→ ACTION ITEM
In the entries below, find each line with the word "using" and return it.

+ + +

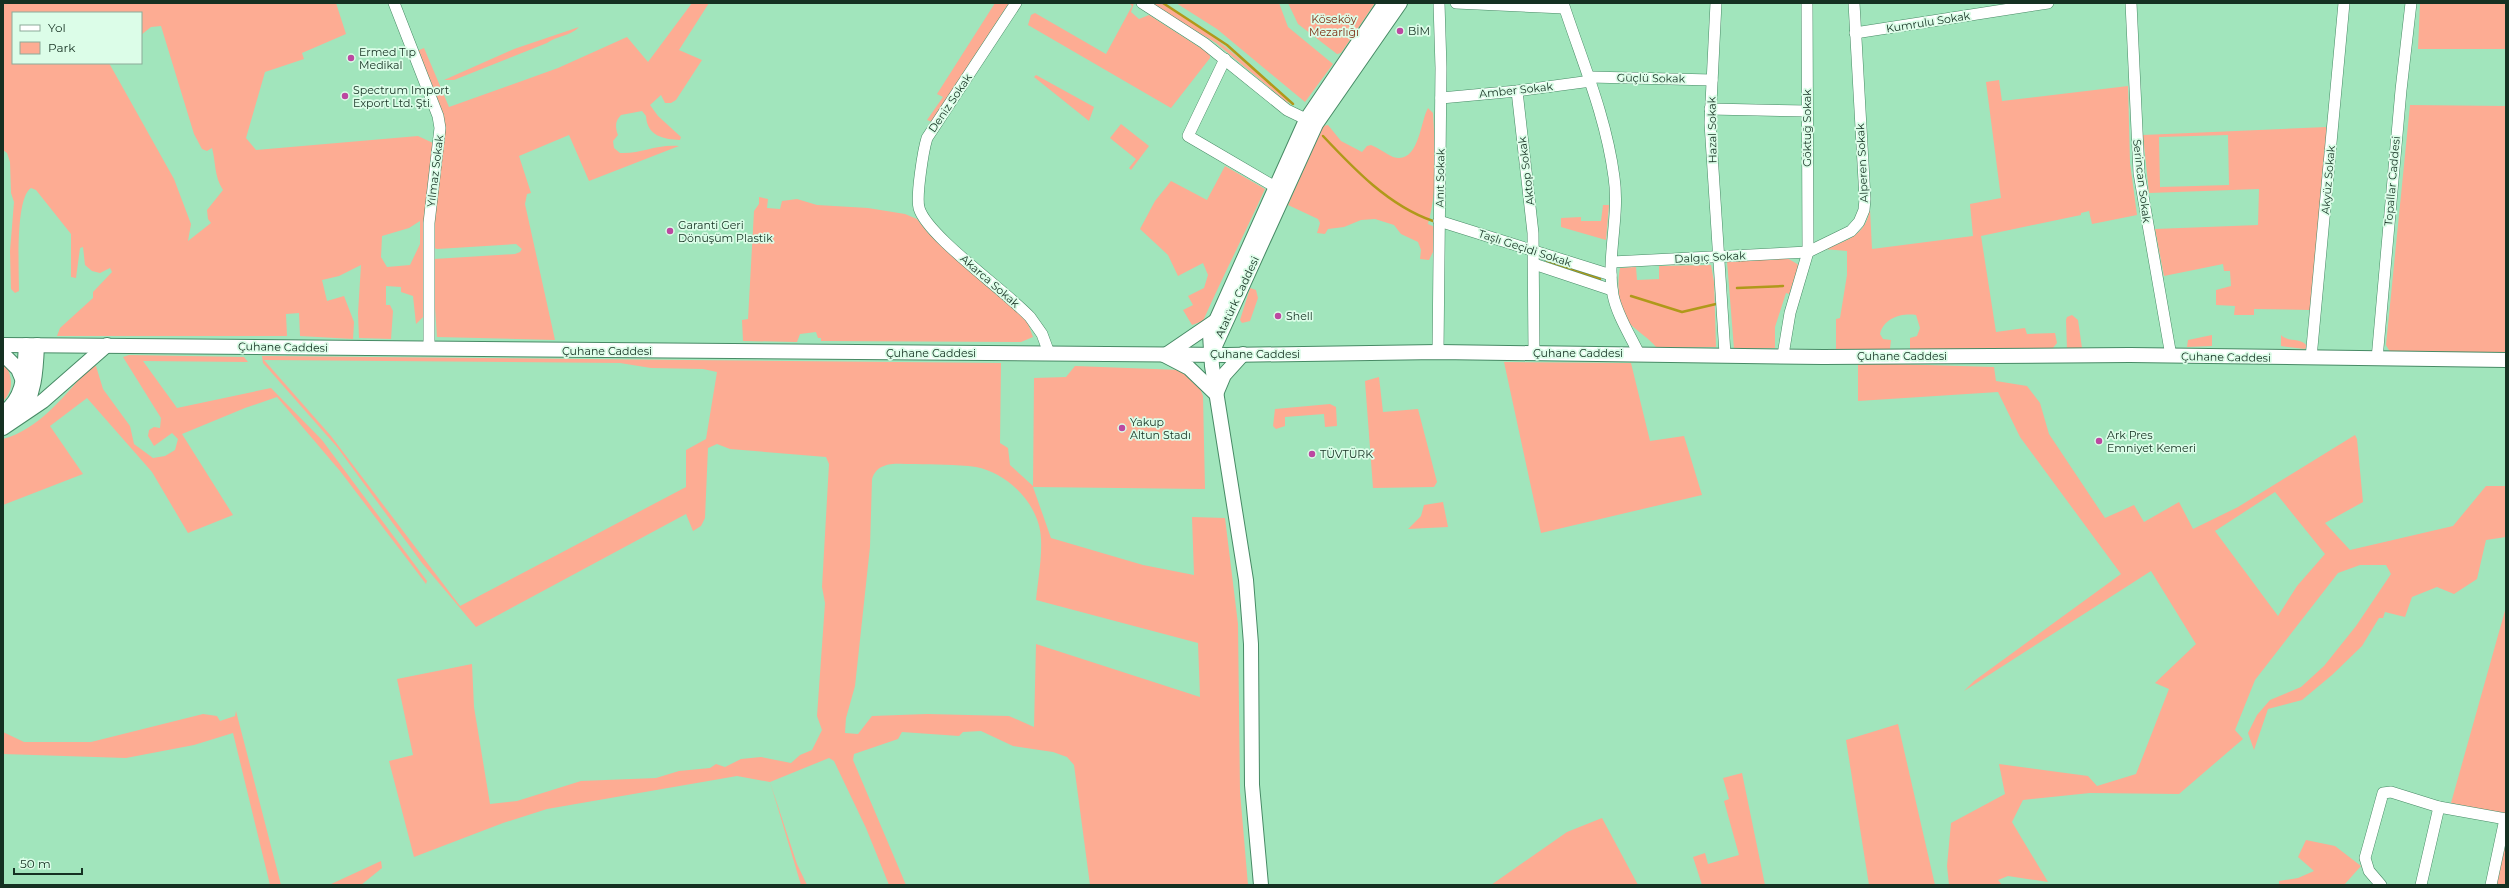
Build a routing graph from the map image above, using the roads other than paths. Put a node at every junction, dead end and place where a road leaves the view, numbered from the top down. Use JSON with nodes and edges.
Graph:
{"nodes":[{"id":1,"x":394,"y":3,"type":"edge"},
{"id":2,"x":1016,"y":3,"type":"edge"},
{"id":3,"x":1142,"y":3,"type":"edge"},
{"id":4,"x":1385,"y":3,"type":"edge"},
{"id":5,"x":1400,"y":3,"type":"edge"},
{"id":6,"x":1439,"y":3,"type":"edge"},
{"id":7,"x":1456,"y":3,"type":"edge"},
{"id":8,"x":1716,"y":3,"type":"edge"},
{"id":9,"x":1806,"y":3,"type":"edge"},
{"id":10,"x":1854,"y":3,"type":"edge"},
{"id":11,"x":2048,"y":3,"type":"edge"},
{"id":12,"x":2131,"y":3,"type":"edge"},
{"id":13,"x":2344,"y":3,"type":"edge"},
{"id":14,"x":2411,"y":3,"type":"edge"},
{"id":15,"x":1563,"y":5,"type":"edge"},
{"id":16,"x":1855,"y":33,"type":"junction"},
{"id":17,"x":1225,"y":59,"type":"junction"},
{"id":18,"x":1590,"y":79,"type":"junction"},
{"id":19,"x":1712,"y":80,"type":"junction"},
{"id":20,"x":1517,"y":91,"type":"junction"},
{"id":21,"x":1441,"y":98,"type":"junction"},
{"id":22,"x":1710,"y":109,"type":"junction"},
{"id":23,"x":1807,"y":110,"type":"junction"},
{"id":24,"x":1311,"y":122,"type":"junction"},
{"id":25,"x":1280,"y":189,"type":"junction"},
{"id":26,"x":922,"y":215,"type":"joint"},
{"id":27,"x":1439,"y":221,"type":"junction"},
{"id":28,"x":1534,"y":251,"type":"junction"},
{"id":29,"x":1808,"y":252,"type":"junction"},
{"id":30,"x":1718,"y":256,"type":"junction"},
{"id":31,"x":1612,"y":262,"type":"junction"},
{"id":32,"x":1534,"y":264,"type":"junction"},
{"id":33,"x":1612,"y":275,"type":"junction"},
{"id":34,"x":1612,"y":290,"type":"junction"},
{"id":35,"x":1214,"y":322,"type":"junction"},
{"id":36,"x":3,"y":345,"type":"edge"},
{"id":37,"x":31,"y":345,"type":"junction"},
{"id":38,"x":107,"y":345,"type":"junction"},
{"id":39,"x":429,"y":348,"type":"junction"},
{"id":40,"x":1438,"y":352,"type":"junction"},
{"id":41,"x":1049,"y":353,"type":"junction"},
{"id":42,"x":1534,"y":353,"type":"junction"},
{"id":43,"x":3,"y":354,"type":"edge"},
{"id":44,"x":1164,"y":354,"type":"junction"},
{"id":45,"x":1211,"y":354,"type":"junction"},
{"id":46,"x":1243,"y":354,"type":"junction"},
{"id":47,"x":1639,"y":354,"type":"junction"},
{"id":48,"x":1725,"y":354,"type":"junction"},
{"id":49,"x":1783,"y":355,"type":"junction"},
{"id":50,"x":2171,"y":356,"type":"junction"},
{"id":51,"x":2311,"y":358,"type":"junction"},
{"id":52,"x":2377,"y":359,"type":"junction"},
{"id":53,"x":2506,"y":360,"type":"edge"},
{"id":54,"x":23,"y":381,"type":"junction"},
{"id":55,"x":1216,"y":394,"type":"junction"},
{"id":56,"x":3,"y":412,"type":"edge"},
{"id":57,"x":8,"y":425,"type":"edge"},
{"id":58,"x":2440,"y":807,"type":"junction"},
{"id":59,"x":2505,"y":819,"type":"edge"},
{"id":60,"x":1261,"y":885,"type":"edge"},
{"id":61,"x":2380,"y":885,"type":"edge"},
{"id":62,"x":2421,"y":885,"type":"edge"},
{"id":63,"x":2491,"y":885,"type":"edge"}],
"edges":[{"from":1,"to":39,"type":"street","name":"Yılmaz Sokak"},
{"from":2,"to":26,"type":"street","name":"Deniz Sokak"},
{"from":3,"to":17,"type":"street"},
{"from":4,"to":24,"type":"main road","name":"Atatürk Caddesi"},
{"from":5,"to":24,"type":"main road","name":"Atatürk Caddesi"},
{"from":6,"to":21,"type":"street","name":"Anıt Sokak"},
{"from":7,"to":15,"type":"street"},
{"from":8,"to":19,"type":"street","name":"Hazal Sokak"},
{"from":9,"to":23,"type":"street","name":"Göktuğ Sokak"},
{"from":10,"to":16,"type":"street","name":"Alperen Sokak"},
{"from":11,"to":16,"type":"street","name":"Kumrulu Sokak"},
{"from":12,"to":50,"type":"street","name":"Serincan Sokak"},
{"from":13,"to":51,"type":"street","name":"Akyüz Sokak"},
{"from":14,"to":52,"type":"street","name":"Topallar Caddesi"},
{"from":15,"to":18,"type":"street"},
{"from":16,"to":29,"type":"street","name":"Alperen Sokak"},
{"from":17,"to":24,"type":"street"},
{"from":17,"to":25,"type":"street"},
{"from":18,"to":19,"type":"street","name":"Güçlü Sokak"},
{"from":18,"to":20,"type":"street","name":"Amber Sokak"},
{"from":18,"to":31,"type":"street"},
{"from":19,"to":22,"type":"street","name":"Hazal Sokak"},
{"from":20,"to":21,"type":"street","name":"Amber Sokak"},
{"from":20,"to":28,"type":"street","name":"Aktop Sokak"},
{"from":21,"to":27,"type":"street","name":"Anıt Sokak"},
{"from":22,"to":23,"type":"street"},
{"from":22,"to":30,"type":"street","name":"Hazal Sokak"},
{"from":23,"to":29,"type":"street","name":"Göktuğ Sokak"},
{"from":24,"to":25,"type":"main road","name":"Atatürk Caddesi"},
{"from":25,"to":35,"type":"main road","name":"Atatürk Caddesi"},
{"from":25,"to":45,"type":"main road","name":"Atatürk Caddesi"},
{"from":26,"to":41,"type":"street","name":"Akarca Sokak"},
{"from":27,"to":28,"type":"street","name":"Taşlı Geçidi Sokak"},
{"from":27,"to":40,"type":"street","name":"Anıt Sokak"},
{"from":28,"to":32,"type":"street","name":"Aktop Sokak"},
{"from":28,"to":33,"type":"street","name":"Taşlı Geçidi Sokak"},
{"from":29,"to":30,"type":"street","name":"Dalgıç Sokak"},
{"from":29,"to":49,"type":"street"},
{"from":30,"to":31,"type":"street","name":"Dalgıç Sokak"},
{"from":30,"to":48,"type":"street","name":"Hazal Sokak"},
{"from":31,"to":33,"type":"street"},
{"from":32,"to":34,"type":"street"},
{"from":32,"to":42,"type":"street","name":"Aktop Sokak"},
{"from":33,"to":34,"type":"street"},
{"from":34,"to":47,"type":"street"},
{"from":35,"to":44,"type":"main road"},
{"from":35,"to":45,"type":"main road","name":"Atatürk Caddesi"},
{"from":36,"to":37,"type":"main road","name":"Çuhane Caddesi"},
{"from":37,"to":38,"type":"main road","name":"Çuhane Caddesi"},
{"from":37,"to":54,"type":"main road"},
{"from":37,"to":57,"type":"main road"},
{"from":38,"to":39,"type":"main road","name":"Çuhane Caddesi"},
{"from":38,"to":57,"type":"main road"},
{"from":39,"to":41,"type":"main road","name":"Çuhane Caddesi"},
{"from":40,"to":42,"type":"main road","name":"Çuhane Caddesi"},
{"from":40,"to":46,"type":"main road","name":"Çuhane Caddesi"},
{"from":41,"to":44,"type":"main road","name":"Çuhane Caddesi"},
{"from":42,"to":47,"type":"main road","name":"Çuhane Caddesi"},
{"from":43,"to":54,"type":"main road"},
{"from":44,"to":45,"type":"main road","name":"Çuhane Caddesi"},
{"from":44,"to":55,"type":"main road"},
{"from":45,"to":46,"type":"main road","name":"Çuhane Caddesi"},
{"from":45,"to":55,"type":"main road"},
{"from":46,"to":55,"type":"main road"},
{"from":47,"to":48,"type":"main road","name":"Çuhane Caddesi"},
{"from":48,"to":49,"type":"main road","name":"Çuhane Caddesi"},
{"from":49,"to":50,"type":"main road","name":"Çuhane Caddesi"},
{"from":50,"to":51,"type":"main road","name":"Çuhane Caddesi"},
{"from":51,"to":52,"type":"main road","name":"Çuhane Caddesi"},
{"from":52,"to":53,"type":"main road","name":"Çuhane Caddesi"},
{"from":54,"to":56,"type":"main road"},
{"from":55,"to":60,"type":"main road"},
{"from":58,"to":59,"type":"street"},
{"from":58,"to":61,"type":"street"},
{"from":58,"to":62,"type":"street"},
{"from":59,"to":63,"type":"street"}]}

+ + +

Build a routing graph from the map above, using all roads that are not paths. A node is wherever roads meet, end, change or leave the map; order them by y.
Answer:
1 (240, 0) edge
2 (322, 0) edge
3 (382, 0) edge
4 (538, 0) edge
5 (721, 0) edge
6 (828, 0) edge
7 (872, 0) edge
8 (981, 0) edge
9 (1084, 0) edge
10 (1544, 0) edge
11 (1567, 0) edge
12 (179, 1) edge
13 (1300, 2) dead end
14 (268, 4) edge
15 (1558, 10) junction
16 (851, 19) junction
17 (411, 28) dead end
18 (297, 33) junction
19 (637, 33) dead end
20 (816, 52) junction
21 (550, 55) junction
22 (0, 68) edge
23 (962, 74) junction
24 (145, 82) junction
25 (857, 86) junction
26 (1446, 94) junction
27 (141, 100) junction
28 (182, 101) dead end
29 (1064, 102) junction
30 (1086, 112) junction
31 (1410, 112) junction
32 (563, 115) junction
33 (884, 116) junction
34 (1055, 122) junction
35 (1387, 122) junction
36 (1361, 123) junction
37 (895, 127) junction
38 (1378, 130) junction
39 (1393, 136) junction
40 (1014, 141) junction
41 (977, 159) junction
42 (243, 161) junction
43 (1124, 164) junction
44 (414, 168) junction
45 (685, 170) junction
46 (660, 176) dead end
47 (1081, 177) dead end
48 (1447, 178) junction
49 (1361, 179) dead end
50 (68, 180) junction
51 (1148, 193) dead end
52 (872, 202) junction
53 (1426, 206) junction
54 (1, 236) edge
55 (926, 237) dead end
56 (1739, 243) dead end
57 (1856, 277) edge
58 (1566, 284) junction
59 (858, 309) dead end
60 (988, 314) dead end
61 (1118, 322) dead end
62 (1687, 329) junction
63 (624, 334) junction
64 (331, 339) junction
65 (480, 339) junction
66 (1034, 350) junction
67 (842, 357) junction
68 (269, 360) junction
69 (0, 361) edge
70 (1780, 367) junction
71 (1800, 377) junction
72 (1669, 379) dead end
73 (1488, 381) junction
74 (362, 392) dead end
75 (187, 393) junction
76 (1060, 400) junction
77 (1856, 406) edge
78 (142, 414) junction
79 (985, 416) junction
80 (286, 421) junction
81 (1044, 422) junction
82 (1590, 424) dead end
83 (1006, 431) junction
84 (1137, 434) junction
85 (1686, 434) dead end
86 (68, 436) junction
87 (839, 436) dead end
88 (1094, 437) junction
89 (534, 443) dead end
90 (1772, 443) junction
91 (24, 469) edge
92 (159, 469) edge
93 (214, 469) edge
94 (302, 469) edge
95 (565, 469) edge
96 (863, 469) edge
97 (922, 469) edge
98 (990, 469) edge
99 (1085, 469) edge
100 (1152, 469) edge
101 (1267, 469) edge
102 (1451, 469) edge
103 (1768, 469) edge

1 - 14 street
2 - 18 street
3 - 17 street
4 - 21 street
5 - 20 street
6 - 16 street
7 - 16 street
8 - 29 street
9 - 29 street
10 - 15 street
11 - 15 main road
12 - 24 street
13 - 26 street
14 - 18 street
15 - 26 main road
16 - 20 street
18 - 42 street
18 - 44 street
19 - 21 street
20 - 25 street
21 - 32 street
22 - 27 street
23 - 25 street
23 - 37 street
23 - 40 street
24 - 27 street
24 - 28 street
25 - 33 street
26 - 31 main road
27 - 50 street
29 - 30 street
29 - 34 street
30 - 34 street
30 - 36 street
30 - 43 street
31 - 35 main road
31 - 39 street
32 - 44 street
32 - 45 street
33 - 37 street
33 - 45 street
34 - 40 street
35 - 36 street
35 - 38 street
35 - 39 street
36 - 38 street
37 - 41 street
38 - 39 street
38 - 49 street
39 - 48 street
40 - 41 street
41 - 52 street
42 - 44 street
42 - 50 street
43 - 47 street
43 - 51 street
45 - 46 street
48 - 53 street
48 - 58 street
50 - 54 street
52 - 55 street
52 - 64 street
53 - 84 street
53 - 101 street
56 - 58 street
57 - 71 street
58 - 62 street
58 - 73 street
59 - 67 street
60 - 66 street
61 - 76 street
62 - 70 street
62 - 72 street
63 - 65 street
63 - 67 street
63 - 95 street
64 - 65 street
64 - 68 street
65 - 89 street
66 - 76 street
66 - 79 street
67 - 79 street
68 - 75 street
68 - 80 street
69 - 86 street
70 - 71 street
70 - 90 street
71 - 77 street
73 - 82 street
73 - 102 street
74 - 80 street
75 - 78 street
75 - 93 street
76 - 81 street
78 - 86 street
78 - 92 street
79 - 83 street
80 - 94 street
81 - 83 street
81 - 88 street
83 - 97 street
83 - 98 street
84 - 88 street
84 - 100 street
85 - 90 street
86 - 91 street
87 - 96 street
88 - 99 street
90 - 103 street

+ + +

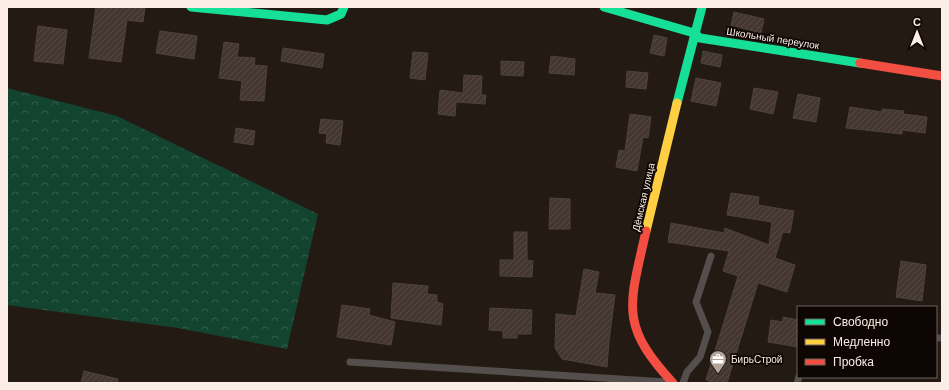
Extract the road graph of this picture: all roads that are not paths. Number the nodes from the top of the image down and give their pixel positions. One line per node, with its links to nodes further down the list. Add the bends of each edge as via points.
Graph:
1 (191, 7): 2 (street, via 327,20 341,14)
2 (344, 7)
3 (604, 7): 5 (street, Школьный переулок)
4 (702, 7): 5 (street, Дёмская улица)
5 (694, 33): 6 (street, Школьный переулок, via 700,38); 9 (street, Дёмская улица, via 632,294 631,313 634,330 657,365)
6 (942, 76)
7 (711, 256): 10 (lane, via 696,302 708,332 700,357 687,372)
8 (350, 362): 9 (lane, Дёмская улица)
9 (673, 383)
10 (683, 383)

+ + +

→ RESPONSE BELOW
Build a routing graph from the map image above, using the roads other than paths. Put a node at every junction, dead end and place where a road leaves the view, numbered from the top down. Use JSON with nodes and edges.
Build a routing graph from the map above, using all roads that are not paths. A node is wherever roads meet, end, change or leave the map; order them by y.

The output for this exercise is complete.